In an act of commitment, it will go down in history that the Honduran State got involved in the area to exert more pressure.  If there is justice one day in Honduras, those people will be prosecuted for committing an environmental crime and for allowing human rights violations.

Prior to signing, the people in this area suffered so much repression that they were accused by the mining company, the State Prosecutor, and the police who acted with “much diligence” in failing to do their job and respect the allegations submitted by the residents, which are still gathering dust.

With regard to the Victor Ageñal community, around two thousand families brought allegations before the State Prosecutor about the environmental damage and health issues caused by those businesses with the support of the Empresa Nacional de Energía Electrica (ENEE – National Electrical Energy Company).  But their allegations were allowed to gather dust. In exchange, the State Prosecutor, through the District Attorney’s Office of the Consumer and Senior Citizens, took the names of the complainants in order to begin a judicial process which they now find themselves facing.

The majority of the complainants are women over sixty. What is serious in this case is that the State Prosecutor did nothing with the complaint they filed and treacherously issued an indictment, using the documents submitted with identification numbers and descriptions of the damage caused to their homes of more than three million Lempiras (approximately $130,577).
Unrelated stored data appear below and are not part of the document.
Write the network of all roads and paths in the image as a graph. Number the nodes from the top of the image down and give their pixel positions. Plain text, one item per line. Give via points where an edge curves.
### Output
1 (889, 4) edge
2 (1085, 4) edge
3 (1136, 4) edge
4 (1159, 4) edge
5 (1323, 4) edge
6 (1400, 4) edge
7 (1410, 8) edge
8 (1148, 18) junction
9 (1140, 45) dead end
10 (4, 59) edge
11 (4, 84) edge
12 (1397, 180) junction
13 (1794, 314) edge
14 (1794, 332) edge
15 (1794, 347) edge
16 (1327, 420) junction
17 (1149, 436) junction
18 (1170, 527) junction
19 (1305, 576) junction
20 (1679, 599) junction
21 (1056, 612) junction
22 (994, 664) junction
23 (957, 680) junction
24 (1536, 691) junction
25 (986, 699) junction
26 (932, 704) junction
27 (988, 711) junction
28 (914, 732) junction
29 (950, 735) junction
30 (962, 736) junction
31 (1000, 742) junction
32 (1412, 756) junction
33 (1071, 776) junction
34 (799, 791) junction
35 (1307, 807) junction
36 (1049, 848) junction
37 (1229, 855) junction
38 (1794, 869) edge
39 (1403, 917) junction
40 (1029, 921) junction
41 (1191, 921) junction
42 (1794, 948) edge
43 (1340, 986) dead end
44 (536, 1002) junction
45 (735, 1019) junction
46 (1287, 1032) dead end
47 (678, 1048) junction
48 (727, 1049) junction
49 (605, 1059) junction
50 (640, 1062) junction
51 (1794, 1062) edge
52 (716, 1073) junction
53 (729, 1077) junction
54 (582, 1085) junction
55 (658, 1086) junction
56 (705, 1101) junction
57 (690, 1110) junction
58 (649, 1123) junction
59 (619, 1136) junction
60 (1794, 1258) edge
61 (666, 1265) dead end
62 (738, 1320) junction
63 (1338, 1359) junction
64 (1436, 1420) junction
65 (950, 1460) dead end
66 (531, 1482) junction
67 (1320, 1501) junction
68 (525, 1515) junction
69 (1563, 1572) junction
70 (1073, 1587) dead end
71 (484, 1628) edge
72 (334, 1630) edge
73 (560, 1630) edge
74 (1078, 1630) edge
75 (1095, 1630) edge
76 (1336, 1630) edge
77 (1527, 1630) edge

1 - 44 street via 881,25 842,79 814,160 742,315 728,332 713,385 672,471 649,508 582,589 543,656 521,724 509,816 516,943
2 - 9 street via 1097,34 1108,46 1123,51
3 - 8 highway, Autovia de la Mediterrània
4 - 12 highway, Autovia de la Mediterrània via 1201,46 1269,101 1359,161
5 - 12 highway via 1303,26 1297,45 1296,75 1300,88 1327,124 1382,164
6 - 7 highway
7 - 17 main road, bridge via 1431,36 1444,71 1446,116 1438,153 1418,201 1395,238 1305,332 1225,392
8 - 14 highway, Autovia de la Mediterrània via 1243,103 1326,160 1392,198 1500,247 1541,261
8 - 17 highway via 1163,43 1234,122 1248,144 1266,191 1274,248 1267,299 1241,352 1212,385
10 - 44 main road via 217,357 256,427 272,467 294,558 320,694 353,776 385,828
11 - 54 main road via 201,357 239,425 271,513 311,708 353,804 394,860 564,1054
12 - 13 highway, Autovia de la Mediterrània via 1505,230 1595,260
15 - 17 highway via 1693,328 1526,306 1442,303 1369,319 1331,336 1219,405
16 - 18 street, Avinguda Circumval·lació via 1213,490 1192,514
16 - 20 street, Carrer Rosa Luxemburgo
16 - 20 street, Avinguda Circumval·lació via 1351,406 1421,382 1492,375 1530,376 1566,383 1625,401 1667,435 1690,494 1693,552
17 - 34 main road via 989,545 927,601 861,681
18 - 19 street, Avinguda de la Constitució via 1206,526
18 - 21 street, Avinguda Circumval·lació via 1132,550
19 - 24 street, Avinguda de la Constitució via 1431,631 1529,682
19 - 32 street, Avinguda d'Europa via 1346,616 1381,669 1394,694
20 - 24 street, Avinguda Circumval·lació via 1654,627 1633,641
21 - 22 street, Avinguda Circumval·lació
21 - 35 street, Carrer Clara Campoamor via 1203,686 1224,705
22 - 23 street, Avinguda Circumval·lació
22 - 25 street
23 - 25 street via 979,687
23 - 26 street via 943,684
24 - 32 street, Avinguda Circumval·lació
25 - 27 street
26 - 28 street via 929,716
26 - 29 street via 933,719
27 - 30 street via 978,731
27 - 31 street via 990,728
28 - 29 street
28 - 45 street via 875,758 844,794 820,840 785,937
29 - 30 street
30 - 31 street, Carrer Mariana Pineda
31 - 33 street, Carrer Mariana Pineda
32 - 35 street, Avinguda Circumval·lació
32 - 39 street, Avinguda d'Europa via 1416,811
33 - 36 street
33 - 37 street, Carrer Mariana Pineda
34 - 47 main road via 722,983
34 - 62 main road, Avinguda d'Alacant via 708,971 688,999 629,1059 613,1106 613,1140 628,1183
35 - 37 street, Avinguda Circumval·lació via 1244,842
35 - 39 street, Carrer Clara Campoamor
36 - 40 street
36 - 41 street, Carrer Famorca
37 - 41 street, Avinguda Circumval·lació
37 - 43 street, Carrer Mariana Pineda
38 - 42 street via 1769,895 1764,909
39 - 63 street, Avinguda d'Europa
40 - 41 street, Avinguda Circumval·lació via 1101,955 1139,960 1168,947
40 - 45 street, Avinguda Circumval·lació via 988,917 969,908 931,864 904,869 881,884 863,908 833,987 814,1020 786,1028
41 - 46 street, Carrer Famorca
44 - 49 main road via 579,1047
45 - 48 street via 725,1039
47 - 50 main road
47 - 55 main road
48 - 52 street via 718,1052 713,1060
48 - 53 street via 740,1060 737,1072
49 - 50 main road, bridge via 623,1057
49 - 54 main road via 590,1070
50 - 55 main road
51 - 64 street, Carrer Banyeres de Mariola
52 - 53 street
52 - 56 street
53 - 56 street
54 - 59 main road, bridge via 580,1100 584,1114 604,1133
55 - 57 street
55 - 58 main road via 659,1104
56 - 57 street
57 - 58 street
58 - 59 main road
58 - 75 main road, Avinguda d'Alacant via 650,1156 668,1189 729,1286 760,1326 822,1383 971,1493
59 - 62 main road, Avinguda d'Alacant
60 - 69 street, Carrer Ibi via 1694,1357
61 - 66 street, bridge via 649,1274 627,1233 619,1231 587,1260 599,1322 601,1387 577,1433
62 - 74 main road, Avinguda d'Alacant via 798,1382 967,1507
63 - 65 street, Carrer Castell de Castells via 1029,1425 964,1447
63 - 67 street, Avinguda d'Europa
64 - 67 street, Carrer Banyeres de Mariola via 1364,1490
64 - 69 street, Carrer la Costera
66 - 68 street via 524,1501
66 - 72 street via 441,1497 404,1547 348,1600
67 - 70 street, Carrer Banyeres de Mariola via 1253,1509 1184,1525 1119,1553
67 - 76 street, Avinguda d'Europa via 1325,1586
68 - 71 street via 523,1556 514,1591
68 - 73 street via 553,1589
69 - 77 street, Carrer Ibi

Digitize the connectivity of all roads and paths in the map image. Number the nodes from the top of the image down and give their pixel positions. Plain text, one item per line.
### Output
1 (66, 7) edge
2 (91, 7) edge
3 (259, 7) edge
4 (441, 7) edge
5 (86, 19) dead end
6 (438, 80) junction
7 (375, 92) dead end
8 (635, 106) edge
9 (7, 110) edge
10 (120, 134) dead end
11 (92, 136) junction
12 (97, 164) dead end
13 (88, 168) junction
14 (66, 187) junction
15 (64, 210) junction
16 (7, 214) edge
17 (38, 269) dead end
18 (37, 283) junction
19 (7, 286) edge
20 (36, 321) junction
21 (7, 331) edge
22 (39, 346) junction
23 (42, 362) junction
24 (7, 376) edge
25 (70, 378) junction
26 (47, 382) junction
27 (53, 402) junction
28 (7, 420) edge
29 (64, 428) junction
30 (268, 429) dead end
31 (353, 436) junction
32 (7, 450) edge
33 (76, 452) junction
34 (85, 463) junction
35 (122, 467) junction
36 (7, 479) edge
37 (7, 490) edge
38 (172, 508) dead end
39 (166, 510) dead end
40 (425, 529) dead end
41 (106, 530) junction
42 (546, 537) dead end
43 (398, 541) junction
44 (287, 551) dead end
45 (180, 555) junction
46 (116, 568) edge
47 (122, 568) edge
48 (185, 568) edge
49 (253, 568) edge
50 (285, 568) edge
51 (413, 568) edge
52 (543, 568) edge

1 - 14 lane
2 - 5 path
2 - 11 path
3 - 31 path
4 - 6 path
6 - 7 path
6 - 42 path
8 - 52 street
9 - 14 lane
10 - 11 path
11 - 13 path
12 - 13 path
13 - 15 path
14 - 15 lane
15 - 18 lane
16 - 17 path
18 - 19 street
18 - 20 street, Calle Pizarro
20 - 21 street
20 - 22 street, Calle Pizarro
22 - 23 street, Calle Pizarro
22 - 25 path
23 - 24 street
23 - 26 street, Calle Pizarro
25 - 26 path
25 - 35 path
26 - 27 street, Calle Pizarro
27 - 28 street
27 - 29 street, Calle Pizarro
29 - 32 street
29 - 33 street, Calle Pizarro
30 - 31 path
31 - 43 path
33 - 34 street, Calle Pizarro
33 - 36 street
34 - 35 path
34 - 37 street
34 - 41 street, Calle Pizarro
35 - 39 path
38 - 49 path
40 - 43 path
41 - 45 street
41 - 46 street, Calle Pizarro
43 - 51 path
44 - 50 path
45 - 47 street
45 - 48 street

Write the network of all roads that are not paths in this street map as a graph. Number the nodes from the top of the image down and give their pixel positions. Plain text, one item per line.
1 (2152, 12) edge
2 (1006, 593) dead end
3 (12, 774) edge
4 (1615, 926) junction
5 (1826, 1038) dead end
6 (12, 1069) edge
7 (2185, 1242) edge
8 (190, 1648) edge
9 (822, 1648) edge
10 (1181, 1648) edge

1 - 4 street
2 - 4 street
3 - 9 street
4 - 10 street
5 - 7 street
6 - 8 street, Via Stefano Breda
This is a pittance compared to the massive profits of the responsible companies.  The only crime of the residents was to protest against the abuses committed by these companies.

It fell to me to attend the initial hearing against the 42 residents on September 14, 2016. There was the Prosecutor, Jhony Bladimir Dubón Burgos, who heard the complaint.  Before the hearing, he was blatant when he told three of the residents: “look, do not believe that I have not considered the complaint, but this is how we advance…” Minutes later he ratified the indictment as an Offense against Public Services and against the people of the State of Honduras.

I could see the faces of the accused men and women: the disillusionment with a justice system that attacks the poor and protects the powerful.  I saw a judge who colluded with the injustice and who ratified the formal indictment in order that it follow the criminal process through to the public trial. He did not accept a plea from the defense attorney who had been delegated to represent the residents by the organization ACI-Participa (Asociación para una Ciudadanía Participativa, or the Association for Participatory Citizenship). The attorney told the judge that in the hearing, they were committing an arbitrary act since it should have been the Attorney General of the Republic, but the judge told him he was rejecting the plea.

An old woman with tears in her eyes told me that she lives above an inferno. Her house is a few steps from where they installed photovoltaic energy.  She told me that her house shakes as a result of the operations of the companies Terra and SunEdison and the heat is hellish. “It is so frightening to live there but I have nowhere else to go.  The birds die from the heat and we are suffocating.  My blood pressure has gone up and I have been in hospital where the doctor who saw me said that I should leave there if I don’t want to die,” stated the old woman.

The State of Honduras does not protect the human rights of its inhabitants and colludes with the companies who violate them.  The population is totally unprotected.  All that is left for the citizens is to exercise their right to live in peace and development and to exercise their right to protect the environment.